The source and tax effect of items reconciling income tax expense to
the amount computed by applying the federal income tax rates in effect
to income before income tax expense for the years ended December 31,
1998, 1997, and 1996 were as follows:




1998 1997 1996
Amoun % Amount % Amount %
Income before income

tax expense $1,374,920 100.0% $1,379,525 100.0% $1,348,029 100.0%
Income tax expense
at statutory rate $ 467,473 34.0% $ 469,039 34.0% $ 458,330 34.0%
Tax-exempt interest
Income and
nondeductible
interest cost ( 29,348) ( 2.1) ( 12,077)( 0.9) ( 12,746) (0.9)
Other 14,262 1.0 8,477 0.6 ( 3,580) (0.3)
$ 452,387 32.9% $ 465,439 33.7% $ 442,004 32.8%


The components of income tax expense during the years ended December
31, 1998, 1997, and 1996 were as follows:



1998 1997 1996


Current tax expense $ 449,201 $ 470,991 $ 406,371
Deferred tax expense
(benefit) 3,186 ( 5,552) 35,633
$ 452,387 $ 465,439 442,004


Bancshares records deferred income taxes on the tax effect of temporary
differences. Deferred tax assets are subject to a valuation allowance
if their realization is less than fifty percent probable. Deferred tax
assets (liabilities) were comprised of the following at December 31, 1998
and 1997:

1998 1997


Depreciation ($ 137,708) ($ 128,160)
Unrealized gains on
securities ( 20,686) ( 11,084)
Gross deferred tax liability ( 158,394) ( 139,244)

Reserve for loan losses 124,123 113,135
Write-downs of foreclosed
property 13,290 24,281
Deferred compensation 19,872 13,507
Gross deferred tax assets 157,285 150,923
Less: deferred tax asset
valuation allowance - -
Net deferred tax asset
(liability) ($ 1,109) ($ 11,679)



8. EMPLOYEE BENEFITS

The Bank maintains a 401(k) savings plan for which the majority of
its employees are eligible. The employer contributes to the plan
based on the discretion of the Board of Directors. The Bank matches 50%
of employee contributions up to 6% of each employee's salary. The Bank
recognized expenses relating to this plan of approximately $13,300,
$13,800, and $11,600 during the years ended December 31, 1998, 1997,
and 1996, respectively.

The Bank maintains a deferred compensation agreement with a
director. Upon retirement, the Bank will pay the director his deferred
compensation plus interest. The Bank is the owner and beneficiary
of several insurance policies covering the life of this director.

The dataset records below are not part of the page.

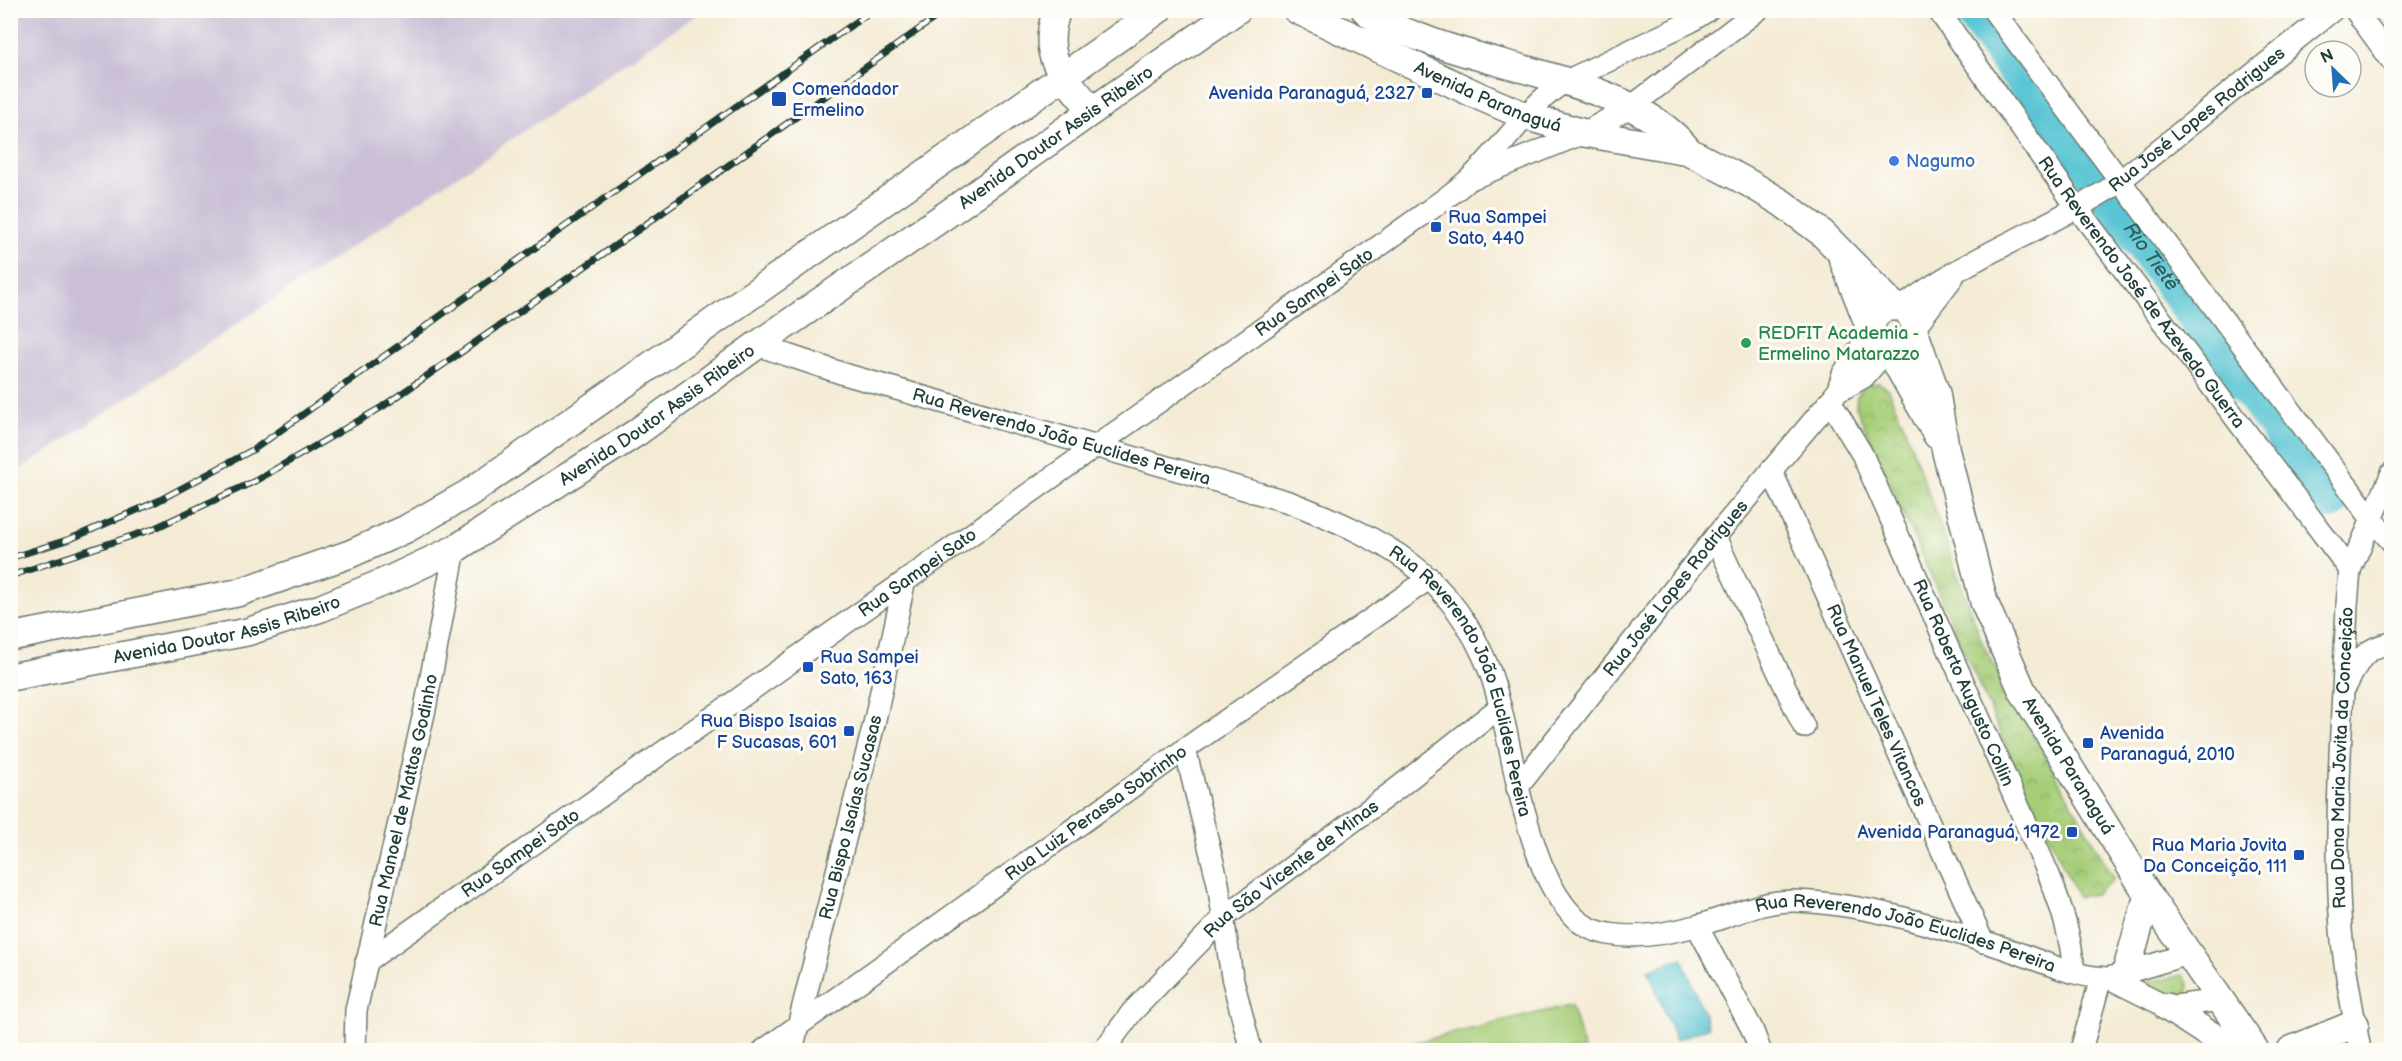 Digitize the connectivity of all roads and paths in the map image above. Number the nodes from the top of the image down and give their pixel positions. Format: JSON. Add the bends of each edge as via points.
{"nodes":[{"id":1,"x":1057,"y":10,"type":"edge"},
{"id":2,"x":1158,"y":10,"type":"edge"},
{"id":3,"x":1237,"y":10,"type":"edge"},
{"id":4,"x":1297,"y":10,"type":"edge"},
{"id":5,"x":1365,"y":10,"type":"edge"},
{"id":6,"x":1708,"y":10,"type":"edge"},
{"id":7,"x":1758,"y":10,"type":"edge"},
{"id":8,"x":1938,"y":10,"type":"edge"},
{"id":9,"x":1993,"y":10,"type":"edge"},
{"id":10,"x":2333,"y":10,"type":"edge"},
{"id":11,"x":2355,"y":10,"type":"edge"},
{"id":12,"x":1690,"y":22,"type":"junction"},
{"id":13,"x":1712,"y":46,"type":"junction"},
{"id":14,"x":2391,"y":62,"type":"edge"},
{"id":15,"x":1066,"y":76,"type":"junction"},
{"id":16,"x":1564,"y":82,"type":"junction"},
{"id":17,"x":1632,"y":106,"type":"junction"},
{"id":18,"x":1092,"y":111,"type":"junction"},
{"id":19,"x":1525,"y":116,"type":"junction"},
{"id":20,"x":1584,"y":133,"type":"junction"},
{"id":21,"x":1688,"y":151,"type":"junction"},
{"id":22,"x":1467,"y":181,"type":"junction"},
{"id":23,"x":2117,"y":184,"type":"junction"},
{"id":24,"x":2081,"y":207,"type":"junction"},
{"id":25,"x":1839,"y":250,"type":"junction"},
{"id":26,"x":1906,"y":318,"type":"junction"},
{"id":27,"x":1879,"y":341,"type":"junction"},
{"id":28,"x":757,"y":345,"type":"junction"},
{"id":29,"x":1833,"y":397,"type":"junction"},
{"id":30,"x":1096,"y":445,"type":"junction"},
{"id":31,"x":1946,"y":452,"type":"junction"},
{"id":32,"x":1771,"y":470,"type":"junction"},
{"id":33,"x":2391,"y":472,"type":"edge"},
{"id":34,"x":2371,"y":518,"type":"junction"},
{"id":35,"x":1715,"y":537,"type":"junction"},
{"id":36,"x":2389,"y":537,"type":"edge"},
{"id":37,"x":455,"y":549,"type":"junction"},
{"id":38,"x":2350,"y":570,"type":"junction"},
{"id":39,"x":1430,"y":578,"type":"junction"},
{"id":40,"x":904,"y":584,"type":"junction"},
{"id":41,"x":10,"y":637,"type":"edge"},
{"id":42,"x":2391,"y":643,"type":"edge"},
{"id":43,"x":10,"y":676,"type":"edge"},
{"id":44,"x":2344,"y":689,"type":"junction"},
{"id":45,"x":1500,"y":707,"type":"junction"},
{"id":46,"x":1804,"y":727,"type":"dead end"},
{"id":47,"x":1185,"y":749,"type":"junction"},
{"id":48,"x":1517,"y":788,"type":"junction"},
{"id":49,"x":2148,"y":895,"type":"junction"},
{"id":50,"x":1223,"y":918,"type":"junction"},
{"id":51,"x":1697,"y":926,"type":"junction"},
{"id":52,"x":1983,"y":942,"type":"junction"},
{"id":53,"x":2188,"y":954,"type":"junction"},
{"id":54,"x":366,"y":962,"type":"junction"},
{"id":55,"x":2074,"y":972,"type":"junction"},
{"id":56,"x":2112,"y":976,"type":"junction"},
{"id":57,"x":2220,"y":1000,"type":"junction"},
{"id":58,"x":2167,"y":1007,"type":"junction"},
{"id":59,"x":2355,"y":1024,"type":"junction"},
{"id":60,"x":799,"y":1025,"type":"junction"},
{"id":61,"x":355,"y":1050,"type":"edge"},
{"id":62,"x":764,"y":1050,"type":"edge"},
{"id":63,"x":792,"y":1050,"type":"edge"},
{"id":64,"x":1104,"y":1050,"type":"edge"},
{"id":65,"x":1251,"y":1050,"type":"edge"},
{"id":66,"x":1760,"y":1050,"type":"edge"},
{"id":67,"x":2081,"y":1050,"type":"edge"},
{"id":68,"x":2241,"y":1050,"type":"edge"},
{"id":69,"x":2255,"y":1050,"type":"edge"},
{"id":70,"x":2290,"y":1050,"type":"edge"},
{"id":71,"x":2360,"y":1050,"type":"edge"}],
"edges":[{"from":1,"to":15,"type":"main road","via":[[1050,51]]},
{"from":2,"to":15,"type":"main road","name":"Avenida Doutor Assis Ribeiro"},
{"from":3,"to":18,"type":"main road","name":"Avenida Doutor Assis Ribeiro"},
{"from":4,"to":19,"type":"main road","name":"Avenida Paranaguá"},
{"from":5,"to":16,"type":"main road","name":"Avenida Paranaguá","via":[[1380,21],[1448,48]]},
{"from":6,"to":12,"type":"street","name":"Rua Sampei Sato"},
{"from":7,"to":13,"type":"street","name":"Rua Sampei Sato"},
{"from":8,"to":24,"type":"street","name":"Rua Reverendo José de Azevedo Guerra"},
{"from":9,"to":23,"type":"street"},
{"from":10,"to":23,"type":"street","name":"Rua José Lopes Rodrigues"},
{"from":11,"to":14,"type":"street"},
{"from":12,"to":13,"type":"street"},
{"from":12,"to":16,"type":"street","name":"Rua Sampei Sato"},
{"from":13,"to":17,"type":"street","name":"Rua Sampei Sato"},
{"from":15,"to":18,"type":"main road"},
{"from":15,"to":41,"type":"main road","name":"Avenida Doutor Assis Ribeiro","via":[[488,481],[406,529],[350,554],[237,593]]},
{"from":16,"to":17,"type":"main road","name":"Avenida Paranaguá"},
{"from":16,"to":19,"type":"street","name":"Rua Sampei Sato"},
{"from":17,"to":20,"type":"street","name":"Rua Sampei Sato"},
{"from":17,"to":21,"type":"main road","name":"Avenida Paranaguá","via":[[1674,134]]},
{"from":18,"to":28,"type":"main road","name":"Avenida Doutor Assis Ribeiro"},
{"from":19,"to":20,"type":"main road","name":"Avenida Paranaguá"},
{"from":19,"to":22,"type":"street","name":"Rua Sampei Sato"},
{"from":20,"to":21,"type":"main road","name":"Avenida Paranaguá"},
{"from":20,"to":22,"type":"street","name":"Rua Sampei Sato"},
{"from":21,"to":25,"type":"main road","name":"Avenida Paranaguá","via":[[1782,203]]},
{"from":22,"to":30,"type":"street","name":"Rua Sampei Sato"},
{"from":23,"to":24,"type":"street","name":"Rua José Lopes Rodrigues"},
{"from":23,"to":34,"type":"street"},
{"from":24,"to":26,"type":"street","name":"Rua José Lopes Rodrigues","via":[[1959,270]]},
{"from":24,"to":38,"type":"street","name":"Rua Reverendo José de Azevedo Guerra"},
{"from":25,"to":26,"type":"main road","name":"Avenida Paranaguá"},
{"from":25,"to":27,"type":"main road","name":"Avenida Paranaguá"},
{"from":26,"to":27,"type":"main road","via":[[1912,338],[1903,348]]},
{"from":26,"to":27,"type":"main road","via":[[1880,310],[1875,315]]},
{"from":26,"to":31,"type":"main road","name":"Avenida Paranaguá","via":[[1936,393]]},
{"from":27,"to":29,"type":"street","name":"Rua José Lopes Rodrigues","via":[[1843,374]]},
{"from":27,"to":31,"type":"main road","name":"Avenida Paranaguá"},
{"from":28,"to":30,"type":"street","name":"Rua Reverendo João Euclides Pereira","via":[[844,374]]},
{"from":28,"to":37,"type":"main road","name":"Avenida Doutor Assis Ribeiro","via":[[636,434]]},
{"from":29,"to":32,"type":"street","name":"Rua José Lopes Rodrigues"},
{"from":29,"to":55,"type":"street","name":"Rua Roberto Augusto Collin","via":[[2049,875],[2065,916]]},
{"from":30,"to":39,"type":"street","name":"Rua Reverendo João Euclides Pereira","via":[[1289,502],[1340,522],[1387,547]]},
{"from":30,"to":40,"type":"street","name":"Rua Sampei Sato"},
{"from":31,"to":49,"type":"main road","name":"Avenida Paranaguá","via":[[1981,593],[1998,638],[2022,690]]},
{"from":32,"to":35,"type":"street","name":"Rua José Lopes Rodrigues"},
{"from":32,"to":52,"type":"street","name":"Rua Manuel Teles Vitancos"},
{"from":33,"to":34,"type":"street","name":"Rua Dona Maria Jovita da Conceição"},
{"from":34,"to":36,"type":"street"},
{"from":34,"to":38,"type":"street","name":"Rua Dona Maria Jovita da Conceição"},
{"from":35,"to":46,"type":"street"},
{"from":35,"to":48,"type":"street","name":"Rua José Lopes Rodrigues"},
{"from":37,"to":43,"type":"main road","name":"Avenida Doutor Assis Ribeiro","via":[[340,600],[247,633]]},
{"from":37,"to":54,"type":"street","name":"Rua Manoel de Mattos Godinho","via":[[425,709]]},
{"from":38,"to":44,"type":"street","name":"Rua Dona Maria Jovita da Conceição"},
{"from":39,"to":45,"type":"street","name":"Rua Reverendo João Euclides Pereira","via":[[1452,602],[1473,636]]},
{"from":39,"to":47,"type":"street","name":"Rua Luiz Perassa Sobrinho"},
{"from":40,"to":54,"type":"street","name":"Rua Sampei Sato"},
{"from":40,"to":60,"type":"street","name":"Rua Bispo Isaías Sucasas","via":[[874,724]]},
{"from":42,"to":44,"type":"street","via":[[2363,655]]},
{"from":44,"to":59,"type":"street","name":"Rua Dona Maria Jovita da Conceição","via":[[2338,880]]},
{"from":45,"to":48,"type":"street","name":"Rua Reverendo João Euclides Pereira"},
{"from":45,"to":50,"type":"street","name":"Rua São Vicente de Minas"},
{"from":47,"to":50,"type":"street"},
{"from":47,"to":60,"type":"street","name":"Rua Luiz Perassa Sobrinho"},
{"from":48,"to":51,"type":"street","name":"Rua Reverendo João Euclides Pereira","via":[[1548,876],[1577,920],[1594,930],[1618,935]]},
{"from":49,"to":53,"type":"main road","name":"Avenida Paranaguá"},
{"from":49,"to":56,"type":"main road"},
{"from":50,"to":64,"type":"street","name":"Rua São Vicente de Minas","via":[[1132,1012]]},
{"from":50,"to":65,"type":"street","via":[[1232,977]]},
{"from":51,"to":52,"type":"street","name":"Rua Reverendo João Euclides Pereira","via":[[1786,901],[1832,902]]},
{"from":51,"to":66,"type":"street"},
{"from":52,"to":55,"type":"street","name":"Rua Reverendo João Euclides Pereira"},
{"from":53,"to":56,"type":"street","name":"Rua Reverendo João Euclides Pereira"},
{"from":53,"to":57,"type":"main road","name":"Avenida Paranaguá"},
{"from":54,"to":61,"type":"street","name":"Rua Manoel de Mattos Godinho","via":[[356,1010]]},
{"from":55,"to":56,"type":"street","name":"Rua Reverendo João Euclides Pereira"},
{"from":56,"to":58,"type":"street","name":"Rua Reverendo João Euclides Pereira"},
{"from":56,"to":67,"type":"street"},
{"from":57,"to":58,"type":"street"},
{"from":57,"to":69,"type":"main road","name":"Avenida Paranaguá"},
{"from":58,"to":68,"type":"main road"},
{"from":59,"to":70,"type":"main road"},
{"from":59,"to":71,"type":"street","name":"Rua Dona Maria Jovita da Conceição"},
{"from":60,"to":62,"type":"street","name":"Rua Luiz Perassa Sobrinho"},
{"from":60,"to":63,"type":"street","name":"Rua Bispo Isaías Sucasas"}]}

The Bank also maintains a supplemental executive retirement plan agreement
with its president. Upon retirement, or in the event of death, the
president, or his designated beneficiary, will receive the benefit over
20 years. The Bank is the owner and beneficiary of an insurance policy
covering the life of the president. If employment is terminated "without
cause" prior to retirement, the Bank will pay the president his accrued
benefit, which is based on the number of months of completed service since
January, 1996.

9. FINANCIAL INSTRUMENTS

The Bank is a party to financial instruments with off-balance sheet
risk in the normal course of business to meet the financing needs of
its customers. These financial instruments include commitments to extend
credit and standby letters of credit. These instruments involve, to
varying degrees, elements of credit and interest rate risk in excess of
the amount recognized in the consolidated statements of financial.
condition. The contract or notional amounts of these instruments reflect
the extent of the Bank's involvement in particular classes of
financial instruments.

The Bank's exposure to credit loss in the event of nonperformance by
the other party to the financial instrument for commitments to extend
credit and standby letters of credit is represented by the contractual
notional amount of those instruments. The Bank uses the same credit
policies in making commitments and conditional obligations as it does for
financial instruments recorded on its balance sheet.

Unless noted otherwise, the Bank does not require collateral or other
security to support financial instruments with credit risk.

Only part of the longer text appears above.